— Нет, пострадал я.
— В общем, ты, наверно, догадываешься, зачем я просила тебя позвонить? — многозначительно сказала Наоби.
— Ты хочешь, чтобы мы с Дзином не препятствовали выдвижению тебя кандидатом, чтобы мы помогли тебе в период выборов, не вытаскивая на свет скандала, который произошел с самим Кэ.
— Если я буду баллотироваться на выборах, то и после смерти Кэ останется человек, у которого ты угрозами сможешь вытягивать деньги, так что лучше не совершать опрометчивых поступков.
— Понятно. Разумеется, я не стану препятствовать твоему избранию.
— Штаб избирательного округа хочет, чтобы в местной газете появилось «трогательное повествование» о том, как я мужественно отдала в руки отца воспитание умственно отсталого ребенка и даже поселила их отдельно, а после смерти политика решилась выставить свою кандидатуру на его место.
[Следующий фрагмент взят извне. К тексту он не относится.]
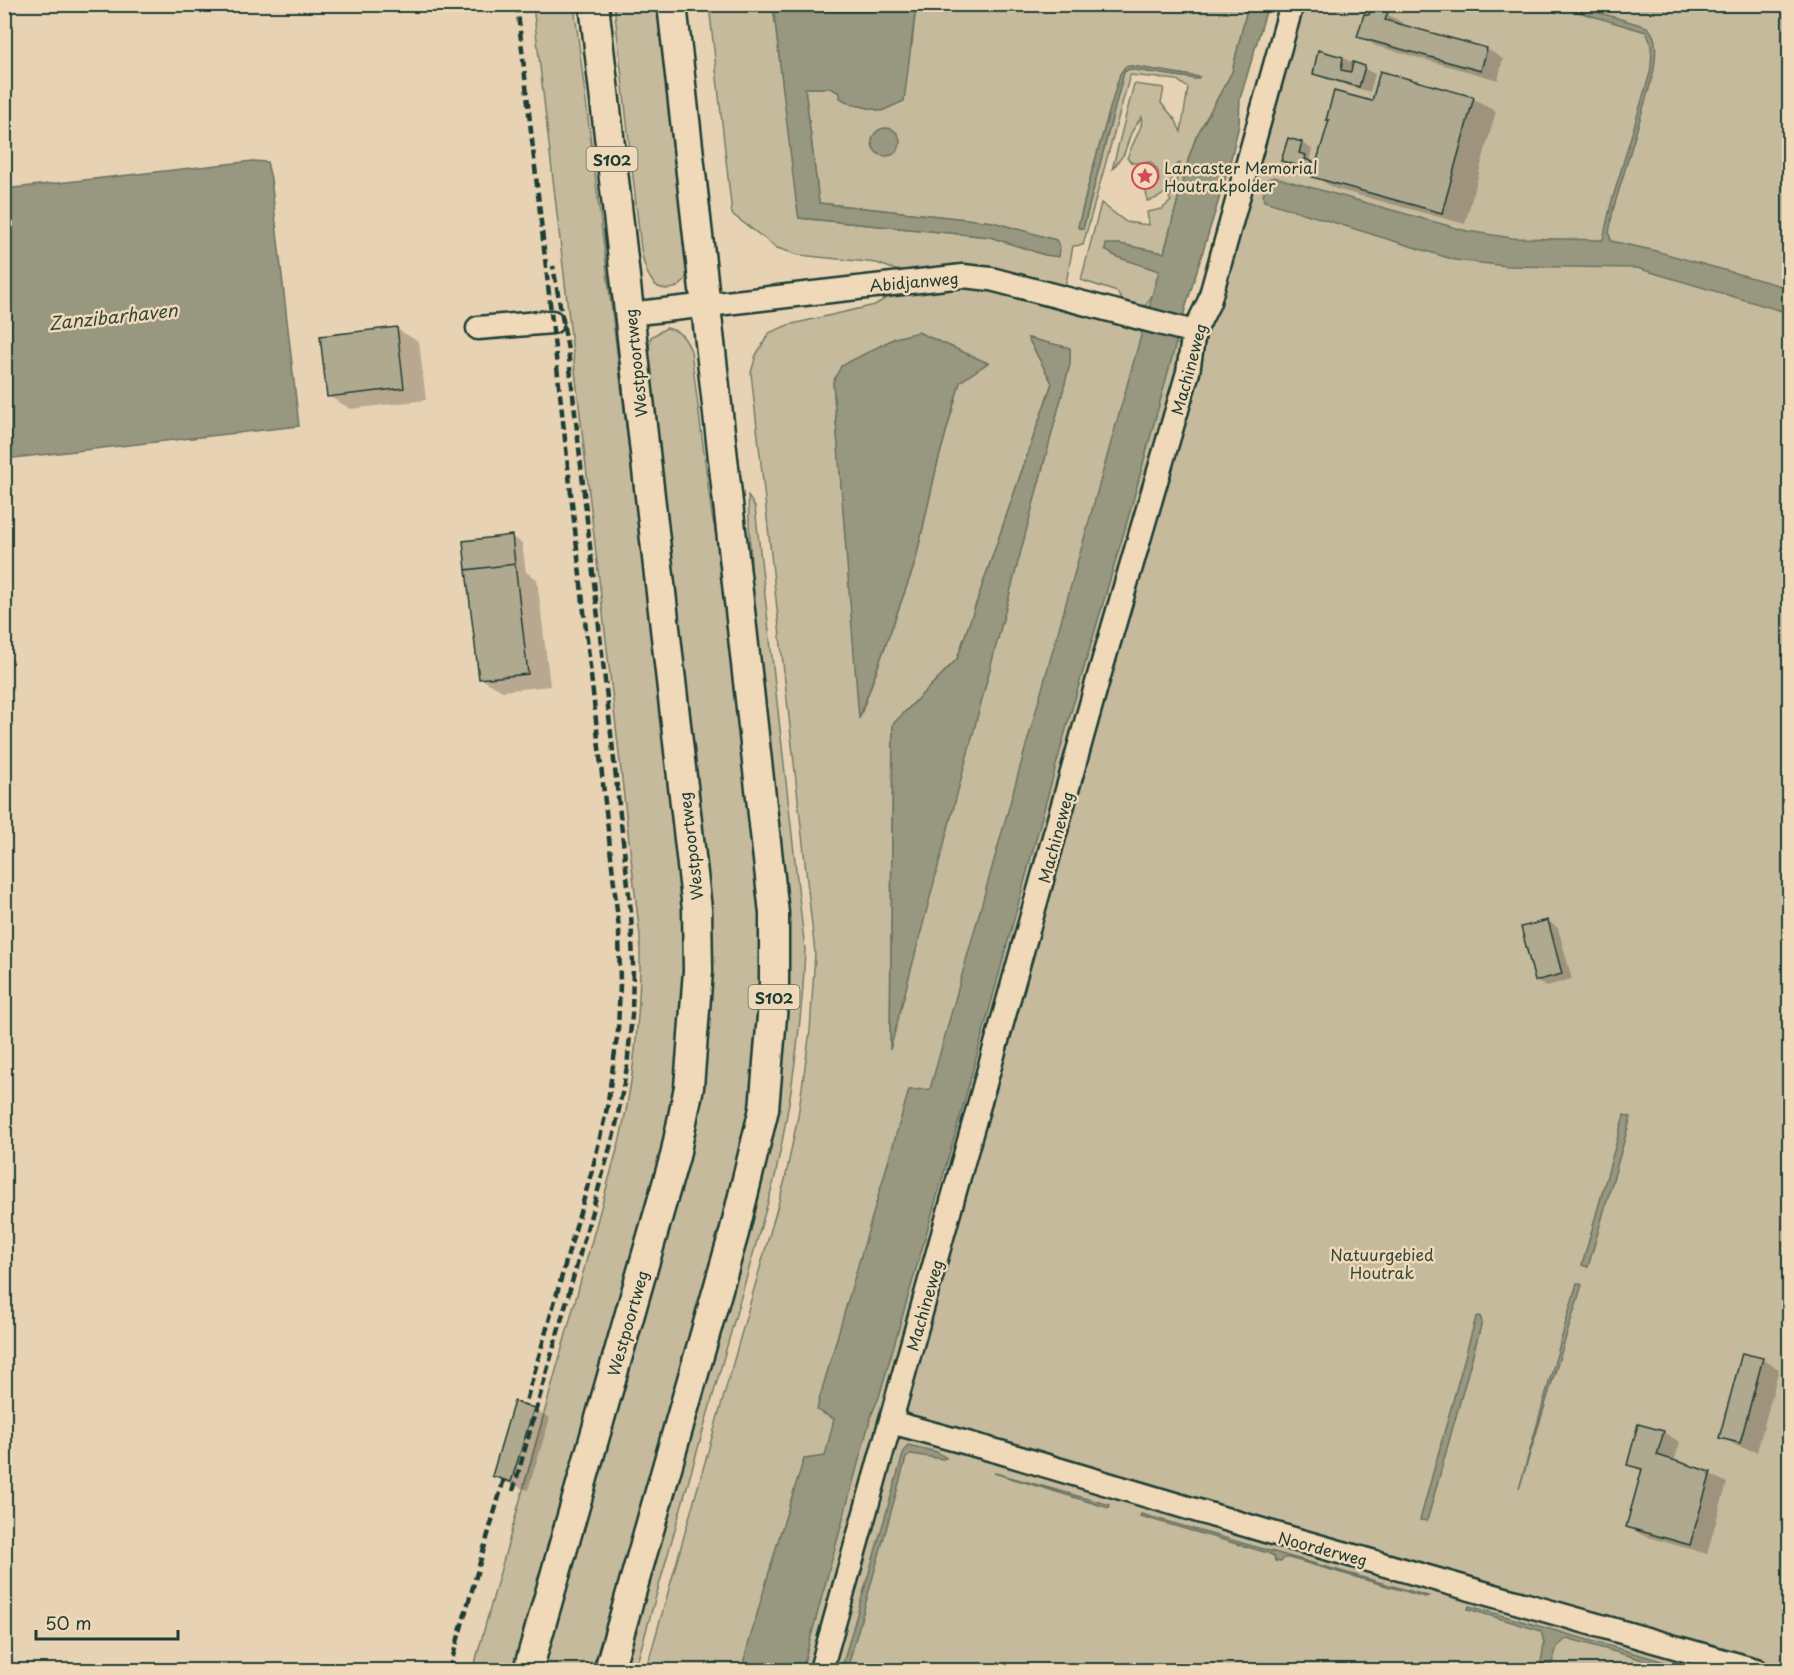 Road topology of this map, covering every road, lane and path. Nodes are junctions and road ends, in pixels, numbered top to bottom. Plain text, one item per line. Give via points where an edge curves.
1 (594, 4) edge
2 (672, 4) edge
3 (1292, 4) edge
4 (704, 305) junction
5 (629, 314) junction
6 (552, 322) dead end
7 (478, 328) dead end
8 (1188, 331) junction
9 (891, 1422) junction
10 (528, 1671) edge
11 (609, 1671) edge
12 (821, 1671) edge
13 (1756, 1671) edge

1 - 5 main road, Westpoortweg / S102
2 - 4 main road, S102
3 - 8 street, Machineweg via 1209,302
4 - 5 street, Abidjanweg
4 - 8 street, Abidjanweg via 963,276 991,279
4 - 11 main road, S102 via 774,913 771,1045 764,1109 734,1233
5 - 10 main road, Westpoortweg / S102 via 698,909 697,982 689,1087 675,1156
6 - 7 street
8 - 9 street, Machineweg via 1188,372
9 - 12 street, Machineweg
9 - 13 street, Noorderweg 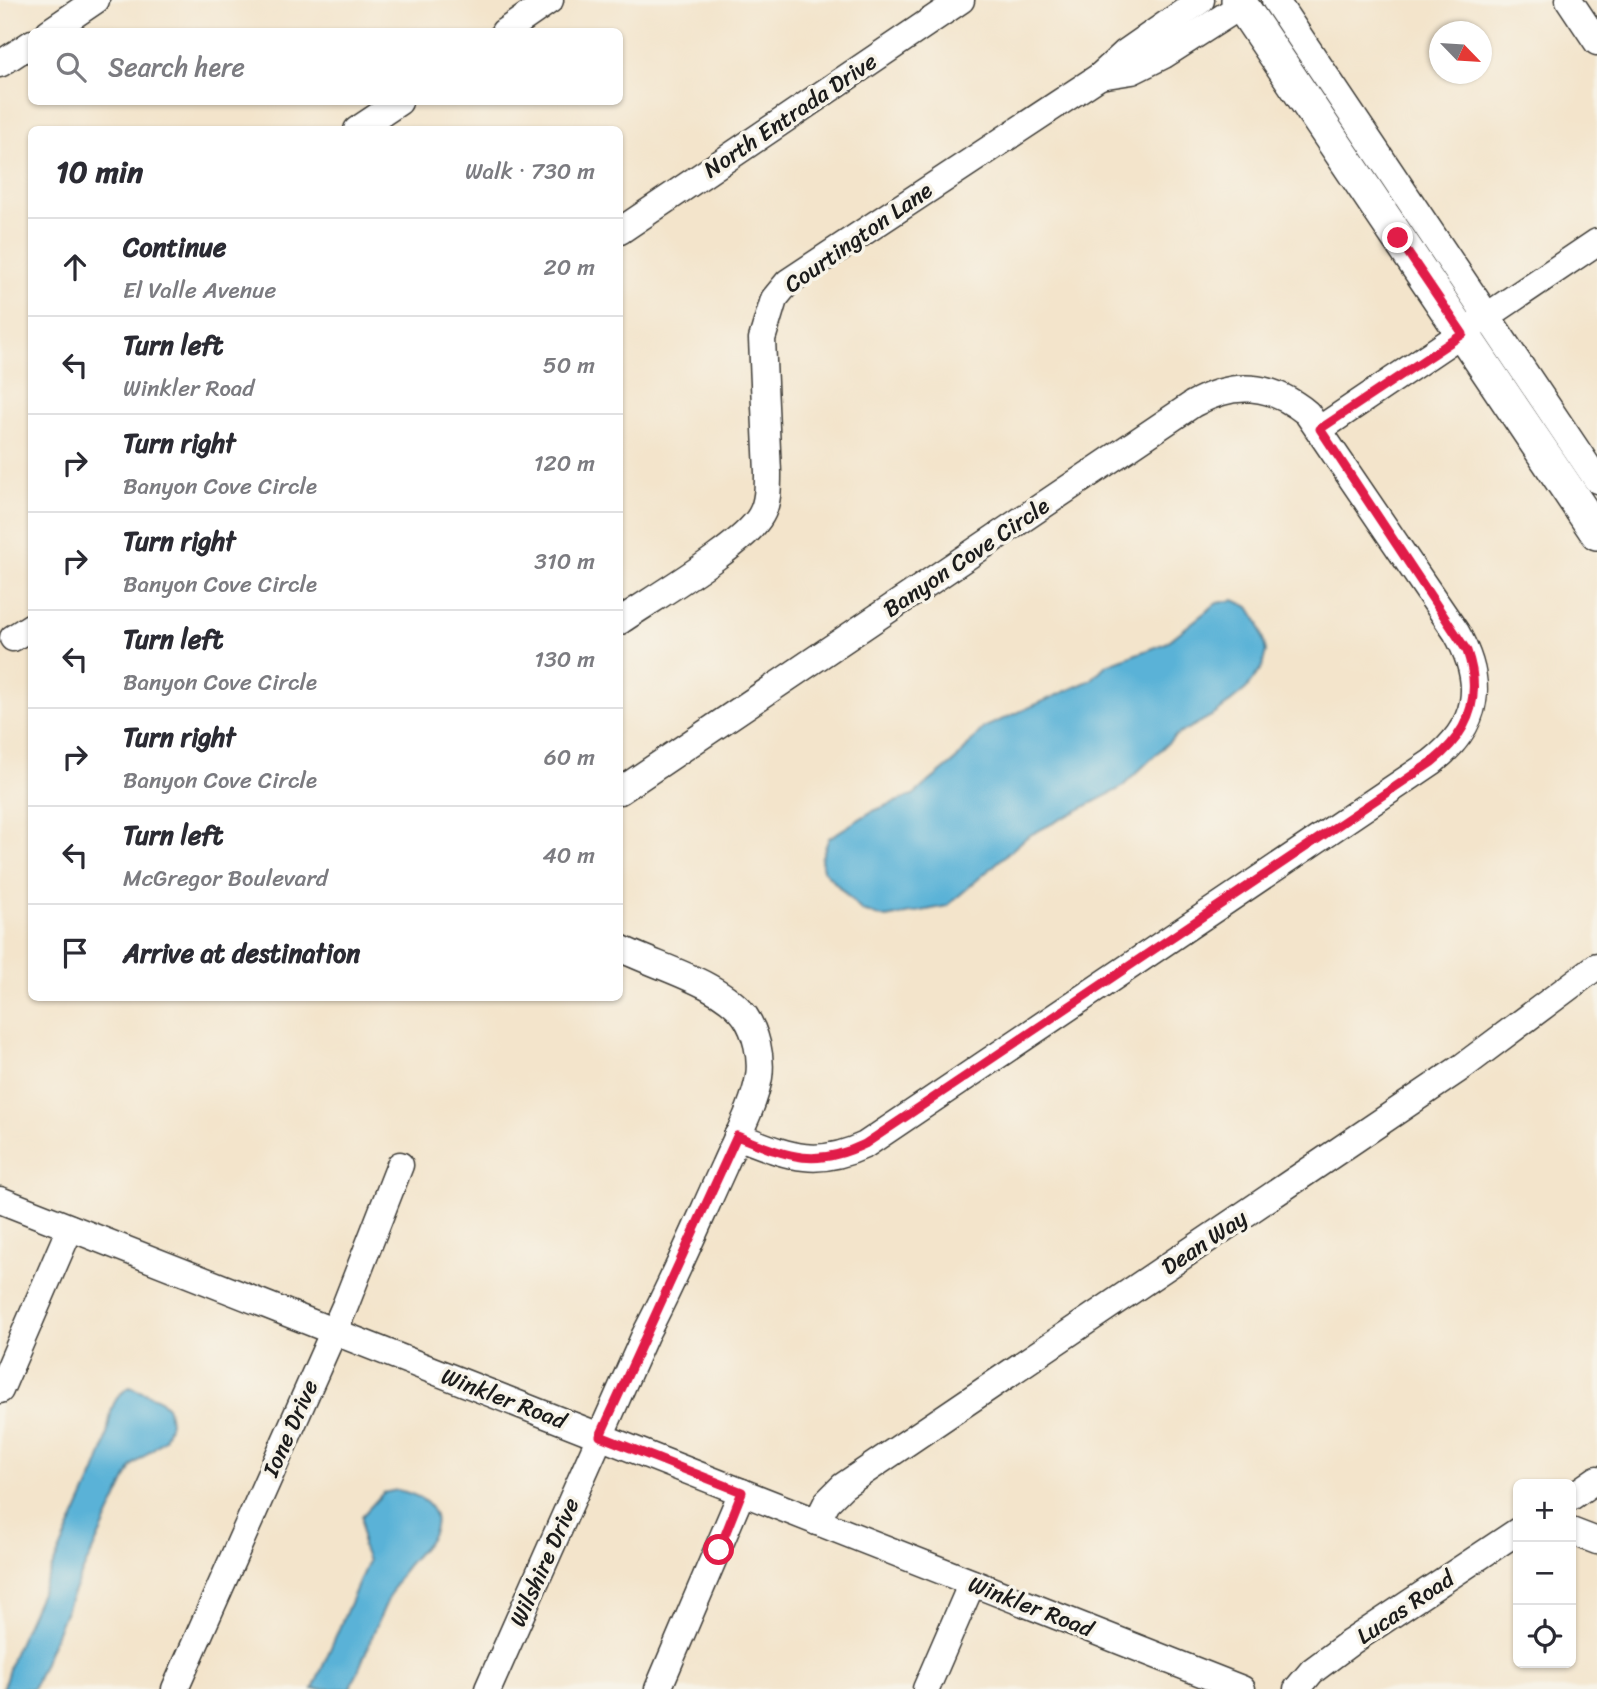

Если бы ты мне помог и в этом, весьма разумном предприятии, ну что тебе стоит принять участие в таком спектакле?
— Ладно, согласен. В сущности, другим способом мне не выжить. Может быть, и ты окажешь мне помощь, хотя, не исключено, моя просьба покажется тебе несколько странной, — сказал Исана.
— С удовольствием. Сделка есть сделка.
— Зависимая от Кэ компания недвижимости в разных частях страны осваивает районы для строительства загородных домов. В бытность мою секретарем Кэ всегда было так, что в двух-трех районах уже строили бараки для рабочих и наполовину завершали строительство, а потом его приостанавливали, пока не получали разрешение соответствующих властей. Может быть, мы могли бы недели две-три использовать такое местечко, ну, какой-нибудь пансионат для яхтсменов, на побережье, разумеется? Я обзавелся приятелями, и они хотят пожить все вместе.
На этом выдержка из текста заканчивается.